El llamado “Modelo Medellín” transcurre sobre un eje central: crear conciencia de ciudad teniendo a la ciudadanía como base de la democracia. Todos los planes y proyectos puestos en práctica están diseñados para que los ciudadanos aprovechen el espacio público y se apropien de la ciudad. Al respecto comenta el ex alcalde de Medellín, Alonso Salazar (2008-2011):

“El proyecto del Modelo Medellín retoma la ética en una visión de la democracia. A partir de la ética, rompemos disyuntivas de ideologías, de izquierdas y derechas, y vamos hacia el centro de la democracia, haciendo universales conceptos como desarrollo y equidad, derechos ciudadanos, derechos humanos y cuatro o cinco conceptos básicos más. Estos principios y conceptos fueron la antesala de nuestro proyecto de ciudad”.[3]

 Con base a en lo dicho, el ex alcalde Sergio Fajardo completa esta idea, al referirse a la apropiación del espacio público:

“Además, la violencia que hemos vivido tiene unas condiciones adicionales complejas: la violencia encierra. Esta ciudad, cuando vivía unas circunstancias sociales difíciles, experimentó cómo las desigualdades sociales y la violencia entraron en círculo vicioso e hicieron que la división fuera mucho más profunda. Hablamos pues de una relación de sobrevivientes, cada cual en su espacio y con sus relaciones particulares; la gente estaba encerrada en pedacitos, en sectores; y sin comunicación, no había ciudadanía. Esto es precisamente lo que nosotros hemos venido haciendo: los espacios públicos tienen el propósito de permitir que volvamos a encontrarnos. Los Parques Biblioteca, por ejemplo, no están ideados únicamente para que la gente lea más. Por supuesto, es válido para el que vaya a leer, pero están pensados como sitios de encuentro. Y ha pasado algo maravilloso: la ciudad ha empezado a moverse de unos sectores a otros, de un lado a otro”.[4]

Luego de este largo camino que transitó Medellín y su gente, en el que la violencia y la desigualdad parecían arrebatarles el futuro que prometía el siglo XX, la determinación de sus ciudadanos, su capacidad de organizarse desde todos los ámbitos y de presionar y apoyar los cambios que eran necesarios, hicieron posible el renacimiento de la ciudad que prometía ser y que hoy es el eje del desarrollo comercial, industrial y financiero de Colombia.

Casi instintivamente, los ciudadanos han optado en las últimas dos décadas, por gobiernos de centro, que rompen el tradicional bipartidismo nacional. Medellín ha sido gobernada todo el siglo XXI por profesionales con alto criterio técnico sobre el desarrollo urbano y social, con una visión moderna y nada tradicional sobre el ejercicio de lo público y con una ruta clara: convertir a Medellín en una ciudad competitiva a nivel mundial.
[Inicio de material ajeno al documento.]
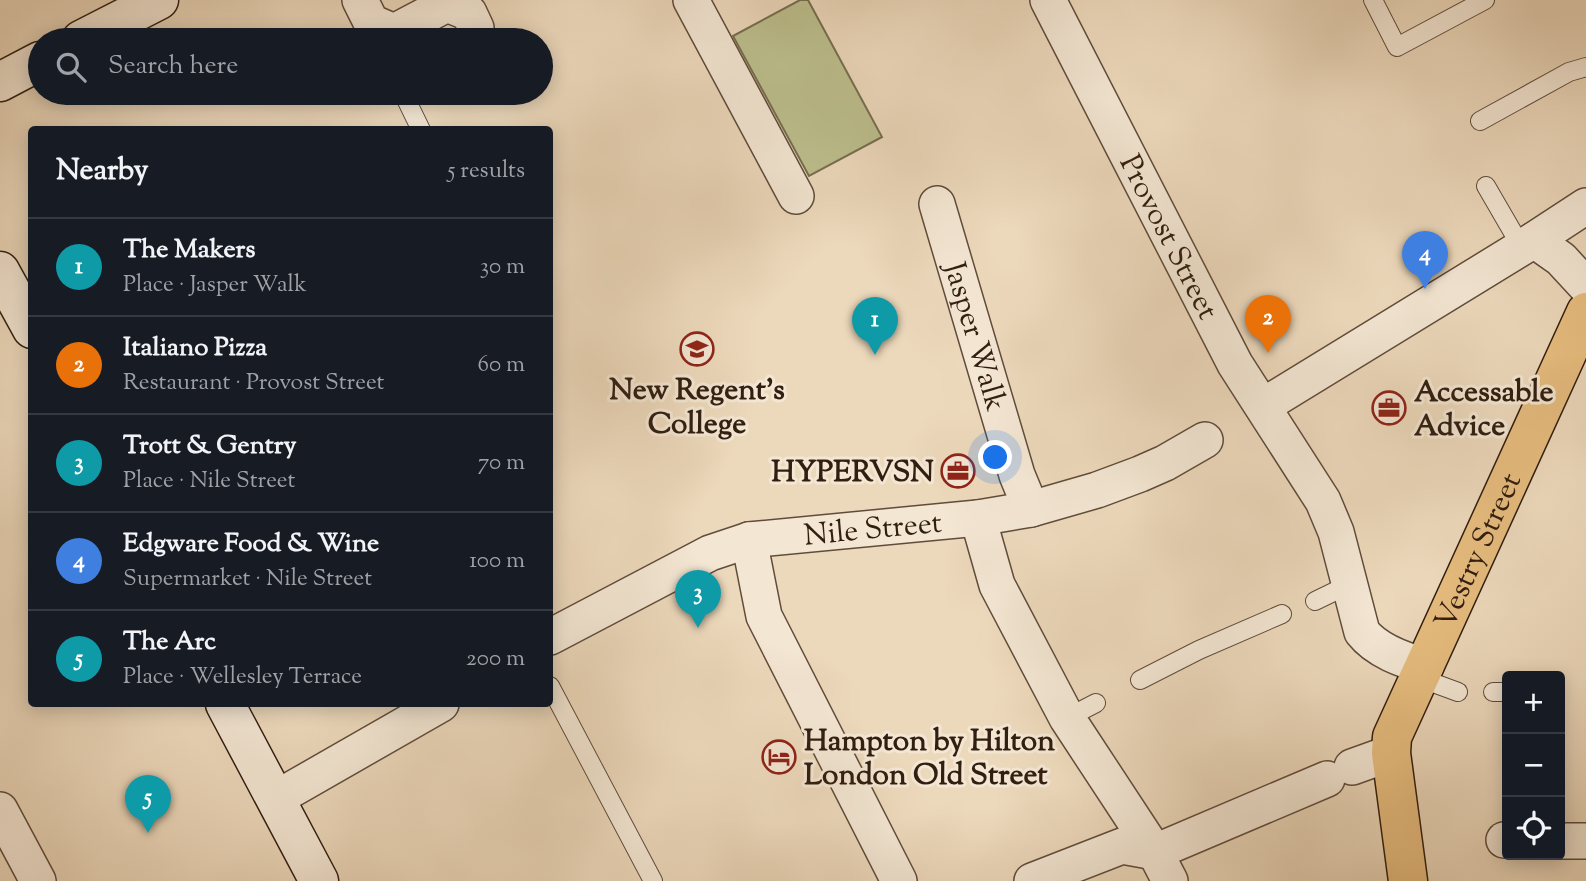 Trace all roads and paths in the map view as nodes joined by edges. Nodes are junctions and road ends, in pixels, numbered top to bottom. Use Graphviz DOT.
graph roads {
  1 [pos="159,0"];
  2 [pos="691,0"];
  3 [pos="1048,0"];
  4 [pos="1373,0"];
  5 [pos="1485,0"];
  6 [pos="476,27"];
  7 [pos="104,28"];
  8 [pos="402,28"];
  9 [pos="28,67"];
  10 [pos="1586,67"];
  11 [pos="0,82"];
  12 [pos="409,105"];
  13 [pos="1480,121"];
  14 [pos="419,126"];
  15 [pos="1486,186"];
  16 [pos="796,196"];
  17 [pos="937,204"];
  18 [pos="1586,206"];
  19 [pos="1528,244"];
  20 [pos="0,271"];
  21 [pos="1586,286"];
  22 [pos="1586,312"];
  23 [pos="28,322"];
  24 [pos="1263,406"];
  25 [pos="1205,440"];
  26 [pos="1031,509"];
  27 [pos="978,518"];
  28 [pos="749,540"];
  29 [pos="1350,584"];
  30 [pos="1315,601"];
  31 [pos="1282,614"];
  32 [pos="553,635"];
  33 [pos="1423,672"];
  34 [pos="1140,680"];
  35 [pos="553,692"];
  36 [pos="1458,692"];
  37 [pos="227,707"];
  38 [pos="436,707"];
  39 [pos="1391,753"];
  40 [pos="275,799"];
  41 [pos="0,810"];
  42 [pos="1565,841"];
  43 [pos="1586,841"];
  44 [pos="1163,867"];
  45 [pos="38,881"];
  46 [pos="319,881"];
  47 [pos="653,881"];
  48 [pos="899,881"];
  49 [pos="1032,881"];
  50 [pos="1408,881"];
  1 -- 7 [label="main road"];
  2 -- 16 [label="street"];
  3 -- 24 [label="street, Provost Street"];
  4 -- 5 [label="lane"];
  6 -- 8 [label="street"];
  9 -- 11 [label="main road"];
  10 -- 13 [label="lane"];
  12 -- 14 [label="lane"];
  15 -- 19 [label="lane"];
  17 -- 26 [label="street, Jasper Walk"];
  18 -- 19 [label="street"];
  19 -- 21 [label="street"];
  19 -- 24 [label="street"];
  20 -- 23 [label="main road"];
  22 -- 33 [label="main road, Vestry Street"];
  24 -- 29 [label="street, Provost Street"];
  25 -- 26 [label="street, Nile Street"];
  26 -- 27 [label="street, Nile Street"];
  27 -- 28 [label="street, Nile Street"];
  27 -- 44 [label="street"];
  28 -- 32 [label="street, Nile Street"];
  28 -- 48 [label="street"];
  29 -- 30 [label="lane"];
  29 -- 33 [label="street, Provost Street"];
  31 -- 34 [label="lane"];
  33 -- 36 [label="lane"];
  33 -- 39 [label="main road, Vestry Street"];
  35 -- 47 [label="lane"];
  37 -- 40 [label="main road"];
  38 -- 40 [label="street"];
  39 -- 44 [label="street"];
  39 -- 50 [label="main road"];
  40 -- 46 [label="main road"];
  41 -- 45 [label="street"];
  42 -- 43 [label="street"];
  44 -- 49 [label="street"];
} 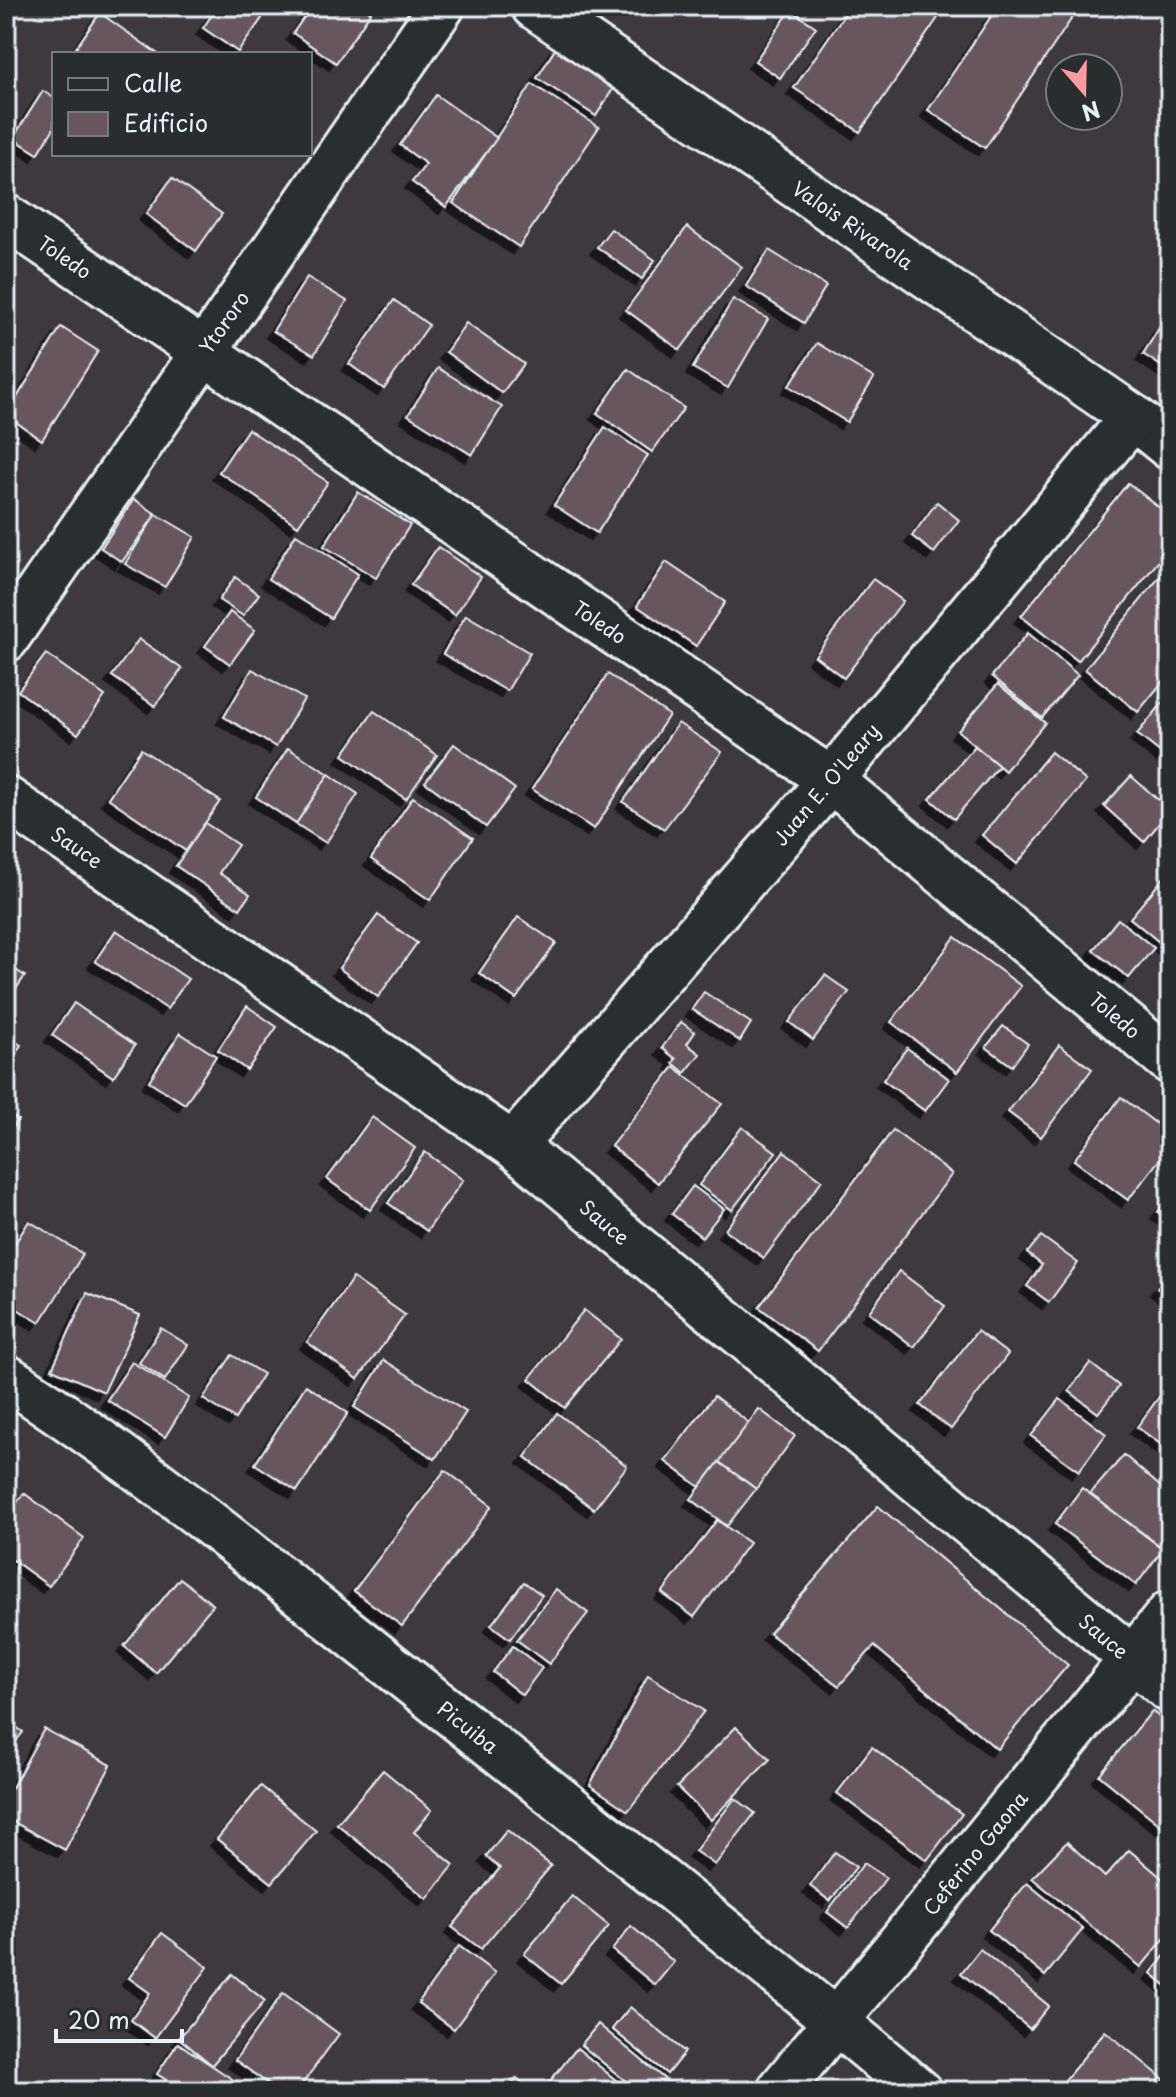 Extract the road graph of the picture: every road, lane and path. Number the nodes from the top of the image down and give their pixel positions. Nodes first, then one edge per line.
1 (442, 6) edge
2 (534, 6) edge
3 (6, 217) edge
4 (204, 351) junction
5 (1158, 432) edge
6 (6, 639) edge
7 (831, 780) junction
8 (6, 799) edge
9 (1170, 1061) edge
10 (513, 1145) junction
11 (6, 1377) edge
12 (1170, 1613) edge
13 (1131, 1659) junction
14 (1170, 1690) edge
15 (838, 2022) junction
16 (779, 2091) edge
17 (919, 2091) edge

1 - 4 street, Ytororo
2 - 5 street, Valois Rivarola
3 - 4 street, Toledo
4 - 6 street, Ytororo
4 - 7 street, Toledo
5 - 7 street, Juan E. O'Leary
7 - 9 street, Toledo
7 - 10 street, Juan E. O'Leary
8 - 10 street, Sauce
10 - 13 street, Sauce
11 - 15 street, Picuiba
12 - 13 street, Ceferino Gaona
13 - 14 street, Sauce
13 - 15 street, Ceferino Gaona
15 - 16 street, Ceferino Gaona
15 - 17 street, Picuiba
Y lo lograron. En menos de veinte años, Medellín es acreedora anualmente de premios internacionales que reconocen no solo su desarrollo sino la capacidad de innovación y de adaptación a los nuevos desafíos urbanos.

Hay todavía mucho por recorrer, pero Medellín y su gente están transitando ese camino, sin olvidar el pasado, pero sin permanecer atados a él.

[1]www.elcolombiano.com/antioquia/seguridad/medellin-salio-de-la-lista-de-las-ciudades-mas-violentas-del-mundo-XN3492541

[2]  Muñoz Cardona, Á. E. (2019). El Área Metropolitana del Valle de Aburrá y las provincias. Retos de unión social y política. Reflexión Política 21(41), pp. 175-189. DOI: https://doi.org/10.29375/01240781.3319

[3] Medellín, Transformación de una ciudad. Alcaldía de Medellín 2008 / 2011. Banco Interamericano de Desarrollo BID.

[4]Medellín, Transformación de una ciudad. Alcaldía de Medellín 2008 / 2011. Banco Interamericano de Desarrollo BID.

Las opiniones y/o conceptos expresados en esta sección son de exclusiva responsabilidad del autor y no necesariamente la organización comparte lo expresado.